GP11B-05:
Insight of dust provenance in Antarctic ice cores prior to M.I.S. 6 from ice magnetization
Monday, 15 December 2014: 9:00 AM
Luca Lanci, University of Urbino, Department of Base Science and Fundamentals, Urbino, Italy and Barbara Delmonte, University of Milano-Bicocca, Department of Earth and Environmental Sciences, Milano, Italy
Abstract:
The identification of dust provenance and its characteristics is a key issue to understand climate, atmospheric and environmental changes, and provides key constraints to dust transport processes. Many traditional geochemical methods for dust source tracking are not relevant in Antarctic ice cores because of their extremely low dust content, spanning from a few ppb during warm interglacial periods to a few hundreds of ppb, in the case of relatively dustier glacial periods.
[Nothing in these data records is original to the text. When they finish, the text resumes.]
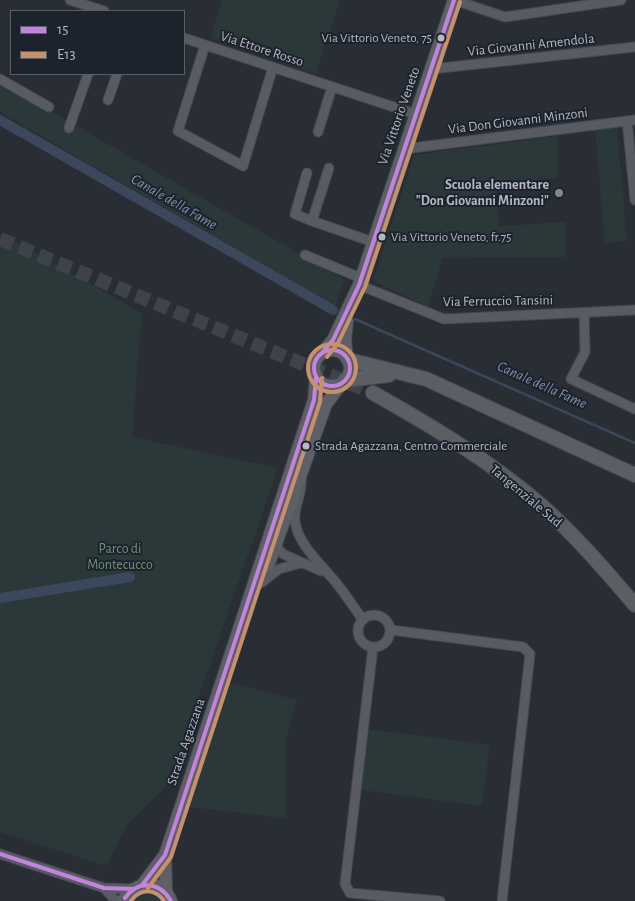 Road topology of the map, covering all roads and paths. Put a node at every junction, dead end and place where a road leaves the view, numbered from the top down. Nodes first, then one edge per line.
1 (70, 0) edge
2 (454, 0) edge
3 (616, 0) edge
4 (101, 10) edge
5 (185, 38) edge
6 (205, 45) junction
7 (635, 47) edge
8 (273, 67) junction
9 (431, 69) junction
10 (88, 75) edge
11 (117, 75) edge
12 (0, 79) edge
13 (332, 87) junction
14 (108, 100) dead end
15 (49, 107) dead end
16 (416, 114) junction
17 (631, 121) edge
18 (69, 128) dead end
19 (318, 132) dead end
20 (404, 149) junction
21 (329, 168) dead end
22 (307, 173) dead end
23 (635, 200) edge
24 (312, 221) junction
25 (373, 242) junction
26 (305, 255) dead end
27 (360, 281) junction
28 (635, 310) edge
29 (584, 313) junction
30 (342, 329) junction
31 (322, 353) junction
32 (348, 359) junction
33 (400, 373) junction
34 (316, 377) junction
35 (344, 382) junction
36 (373, 393) tunnel mouth
37 (635, 409) edge
38 (295, 459) junction
39 (301, 474) junction
40 (635, 475) edge
41 (275, 546) junction
42 (307, 563) junction
43 (606, 571) junction
44 (334, 580) junction
45 (261, 583) junction
46 (635, 598) edge
47 (635, 605) edge
48 (363, 620) junction
49 (391, 630) junction
50 (237, 639) junction
51 (373, 647) junction
52 (0, 854) edge
53 (164, 855) junction
54 (138, 886) junction
55 (104, 888) junction
56 (168, 896) edge
57 (116, 901) edge
58 (123, 901) edge
59 (440, 901) edge
60 (502, 901) edge

1 - 4 street
2 - 3 street
2 - 9 main road, Via Vittorio Veneto
5 - 6 street, Via Ettore Rosso
6 - 8 street, Via Ettore Rosso
6 - 8 street
7 - 9 street, Via Giovanni Amendola
8 - 13 street, Via Ettore Rosso
9 - 16 main road, Via Vittorio Veneto
10 - 18 street
11 - 14 street
12 - 15 street
13 - 16 street, Via Ettore Rosso
13 - 19 street
16 - 20 main road, Via Vittorio Veneto
17 - 20 street, Via Don Giovanni Minzoni
17 - 23 street
20 - 25 main road, Via Vittorio Veneto
21 - 24 street
22 - 24 street
24 - 25 street
25 - 27 main road, Via Vittorio Veneto
26 - 27 street, Via Ferruccio Tansini
27 - 29 street, Via Ferruccio Tansini
27 - 30 main road, Via Vittorio Veneto
28 - 29 street, Via Ferruccio Tansini
29 - 37 street
30 - 31 main road
30 - 32 main road
31 - 32 main road
31 - 34 main road
32 - 33 main road
32 - 35 main road
33 - 35 main road
33 - 40 main road
34 - 35 main road
34 - 38 main road
35 - 39 main road
36 - 43 main road, Tangenziale Sud
38 - 41 street
38 - 50 main road
39 - 41 main road
39 - 44 street
41 - 42 street
41 - 45 main road
42 - 44 street
42 - 45 street
43 - 46 main road
43 - 47 main road, Tangenziale Sud
44 - 48 street
45 - 50 main road
48 - 49 street
48 - 51 street
49 - 51 street
49 - 60 street
50 - 53 main road, Strada Agazzana
51 - 59 street
52 - 55 street
53 - 54 main road
53 - 56 main road
54 - 55 street
54 - 56 main road
54 - 58 main road
55 - 57 street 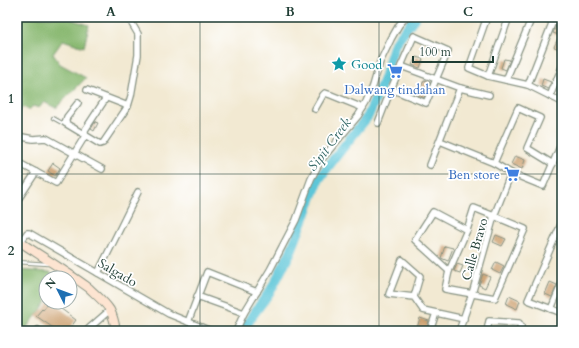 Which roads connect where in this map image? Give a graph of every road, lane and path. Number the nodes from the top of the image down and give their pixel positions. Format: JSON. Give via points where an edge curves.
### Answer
{"nodes":[{"id":1,"x":128,"y":17,"type":"edge"},
{"id":2,"x":406,"y":17,"type":"edge"},
{"id":3,"x":487,"y":17,"type":"edge"},
{"id":4,"x":510,"y":17,"type":"edge"},
{"id":5,"x":532,"y":17,"type":"edge"},
{"id":6,"x":543,"y":17,"type":"edge"},
{"id":7,"x":553,"y":21,"type":"junction"},
{"id":8,"x":562,"y":24,"type":"edge"},
{"id":9,"x":401,"y":66,"type":"junction"},
{"id":10,"x":562,"y":67,"type":"edge"},
{"id":11,"x":488,"y":76,"type":"junction"},
{"id":12,"x":436,"y":79,"type":"junction"},
{"id":13,"x":506,"y":80,"type":"junction"},
{"id":14,"x":528,"y":85,"type":"junction"},
{"id":15,"x":460,"y":88,"type":"junction"},
{"id":16,"x":391,"y":89,"type":"junction"},
{"id":17,"x":87,"y":90,"type":"dead end"},
{"id":18,"x":489,"y":95,"type":"dead end"},
{"id":19,"x":550,"y":96,"type":"junction"},
{"id":20,"x":106,"y":98,"type":"junction"},
{"id":21,"x":562,"y":102,"type":"edge"},
{"id":22,"x":78,"y":103,"type":"dead end"},
{"id":23,"x":128,"y":106,"type":"junction"},
{"id":24,"x":363,"y":108,"type":"junction"},
{"id":25,"x":316,"y":109,"type":"dead end"},
{"id":26,"x":53,"y":118,"type":"dead end"},
{"id":27,"x":65,"y":123,"type":"junction"},
{"id":28,"x":378,"y":123,"type":"dead end"},
{"id":29,"x":17,"y":136,"type":"edge"},
{"id":30,"x":85,"y":136,"type":"junction"},
{"id":31,"x":440,"y":141,"type":"junction"},
{"id":32,"x":562,"y":142,"type":"edge"},
{"id":33,"x":74,"y":154,"type":"junction"},
{"id":34,"x":17,"y":162,"type":"edge"},
{"id":35,"x":494,"y":163,"type":"junction"},
{"id":36,"x":553,"y":164,"type":"junction"},
{"id":37,"x":430,"y":165,"type":"dead end"},
{"id":38,"x":102,"y":169,"type":"dead end"},
{"id":39,"x":36,"y":172,"type":"junction"},
{"id":40,"x":511,"y":173,"type":"junction"},
{"id":41,"x":138,"y":192,"type":"dead end"},
{"id":42,"x":18,"y":197,"type":"edge"},
{"id":43,"x":494,"y":216,"type":"junction"},
{"id":44,"x":562,"y":222,"type":"edge"},
{"id":45,"x":467,"y":230,"type":"junction"},
{"id":46,"x":19,"y":242,"type":"edge"},
{"id":47,"x":17,"y":262,"type":"edge"},
{"id":48,"x":54,"y":264,"type":"junction"},
{"id":49,"x":449,"y":271,"type":"junction"},
{"id":50,"x":98,"y":273,"type":"junction"},
{"id":51,"x":562,"y":283,"type":"edge"},
{"id":52,"x":258,"y":292,"type":"junction"},
{"id":53,"x":472,"y":294,"type":"junction"},
{"id":54,"x":197,"y":296,"type":"junction"},
{"id":55,"x":414,"y":297,"type":"junction"},
{"id":56,"x":552,"y":309,"type":"junction"},
{"id":57,"x":110,"y":310,"type":"junction"},
{"id":58,"x":244,"y":313,"type":"junction"},
{"id":59,"x":436,"y":313,"type":"junction"},
{"id":60,"x":562,"y":313,"type":"edge"},
{"id":61,"x":464,"y":319,"type":"junction"},
{"id":62,"x":188,"y":322,"type":"junction"},
{"id":63,"x":86,"y":331,"type":"edge"},
{"id":64,"x":116,"y":331,"type":"edge"},
{"id":65,"x":211,"y":331,"type":"edge"},
{"id":66,"x":236,"y":331,"type":"edge"},
{"id":67,"x":430,"y":331,"type":"edge"},
{"id":68,"x":459,"y":331,"type":"edge"},
{"id":69,"x":487,"y":331,"type":"edge"},
{"id":70,"x":519,"y":331,"type":"edge"}],
"edges":[{"from":1,"to":23,"type":"street","via":[[138,34],[138,55]]},
{"from":2,"to":24,"type":"street","via":[[399,25],[380,62]]},
{"from":3,"to":11,"type":"street","via":[[469,68]]},
{"from":4,"to":11,"type":"street"},
{"from":5,"to":13,"type":"street"},
{"from":6,"to":7,"type":"street"},
{"from":7,"to":8,"type":"street"},
{"from":7,"to":14,"type":"street"},
{"from":9,"to":12,"type":"street"},
{"from":9,"to":12,"type":"street","via":[[414,36],[448,51]]},
{"from":9,"to":16,"type":"street"},
{"from":10,"to":19,"type":"street"},
{"from":11,"to":13,"type":"street"},
{"from":12,"to":15,"type":"street"},
{"from":12,"to":16,"type":"street","via":[[426,103]]},
{"from":13,"to":14,"type":"street"},
{"from":14,"to":19,"type":"street"},
{"from":15,"to":18,"type":"street"},
{"from":15,"to":31,"type":"street"},
{"from":16,"to":28,"type":"street"},
{"from":17,"to":20,"type":"street"},
{"from":19,"to":21,"type":"street"},
{"from":20,"to":23,"type":"street"},
{"from":20,"to":30,"type":"street","via":[[85,130]]},
{"from":22,"to":27,"type":"street"},
{"from":23,"to":30,"type":"street","via":[[104,143],[100,144]]},
{"from":24,"to":25,"type":"street","via":[[331,94],[325,94]]},
{"from":24,"to":52,"type":"street","via":[[321,160],[296,220]]},
{"from":26,"to":27,"type":"lane","via":[[62,124]]},
{"from":27,"to":30,"type":"street"},
{"from":29,"to":33,"type":"street","via":[[46,138]]},
{"from":30,"to":33,"type":"street"},
{"from":31,"to":35,"type":"street"},
{"from":31,"to":37,"type":"street"},
{"from":32,"to":36,"type":"street"},
{"from":33,"to":38,"type":"street"},
{"from":33,"to":39,"type":"street","via":[[56,182]]},
{"from":34,"to":39,"type":"street"},
{"from":35,"to":36,"type":"street","via":[[518,108],[540,118],[527,148]]},
{"from":35,"to":40,"type":"street"},
{"from":36,"to":40,"type":"street","via":[[543,186]]},
{"from":39,"to":42,"type":"street"},
{"from":40,"to":43,"type":"street","name":"Calle Bravo"},
{"from":41,"to":50,"type":"street"},
{"from":43,"to":45,"type":"street","via":[[474,208]]},
{"from":43,"to":53,"type":"street","name":"Calle Bravo"},
{"from":43,"to":53,"type":"street","via":[[525,229],[495,298]]},
{"from":44,"to":56,"type":"street","via":[[528,300]]},
{"from":45,"to":49,"type":"street"},
{"from":45,"to":49,"type":"street","via":[[433,212],[415,240]]},
{"from":46,"to":48,"type":"main road"},
{"from":46,"to":50,"type":"street","name":"Salgado","via":[[29,233]]},
{"from":47,"to":48,"type":"lane"},
{"from":48,"to":57,"type":"main road","via":[[98,296]]},
{"from":49,"to":53,"type":"street","via":[[445,289]]},
{"from":50,"to":62,"type":"street","name":"Salgado","via":[[169,314]]},
{"from":51,"to":56,"type":"street"},
{"from":52,"to":54,"type":"street","via":[[207,272]]},
{"from":52,"to":58,"type":"street"},
{"from":53,"to":61,"type":"street","name":"Calle Bravo"},
{"from":54,"to":58,"type":"street"},
{"from":54,"to":62,"type":"street"},
{"from":55,"to":55,"type":"street","via":[[420,276],[402,260],[389,294]]},
{"from":55,"to":59,"type":"street","via":[[423,310]]},
{"from":56,"to":60,"type":"street"},
{"from":57,"to":63,"type":"street"},
{"from":57,"to":64,"type":"main road"},
{"from":58,"to":66,"type":"street"},
{"from":59,"to":61,"type":"street"},
{"from":59,"to":67,"type":"street"},
{"from":61,"to":68,"type":"street","name":"Calle Bravo"},
{"from":62,"to":65,"type":"street","name":"Salgado"},
{"from":69,"to":70,"type":"street","via":[[490,321],[519,323]]}]}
For the same reason, the Sr-Nd-Pb radiogenic isotope composition of mineral dust in ice cores, that is the most widely-used technique for dust source fingerprint has intrinsic limitations related to dust abundance that drastically limit the temporal information one can achieve. Rock-magnetic properties of aerosol dust, instead, can be measured directly in small ice samples despite its very low concentration. Intensity of isothermal remanent magnetization and coercivity of magnetic minerals are directly related to that of insoluble dust and these magnetic properties are informative of the dust provenance areas. We investigated rock-magnetic properties of aerosol dust in Antartic ice older than M.I.S. 6 in EPiCA Dome-C and Vostok ice core to gather information on dust provenance prior to the last interglacial times. New and previously published results from rock-magnetism suggests that aerosol dust provenance has changed in time during subsequent glacial-interglacial climatic stages. Moreover parallel changes in Dome-C and Vostok sites suggest that such changes result from long-distance dust transportation implying that transportation paths and/or dust sources did not remained the same during the last few glacial-interglacial cycles.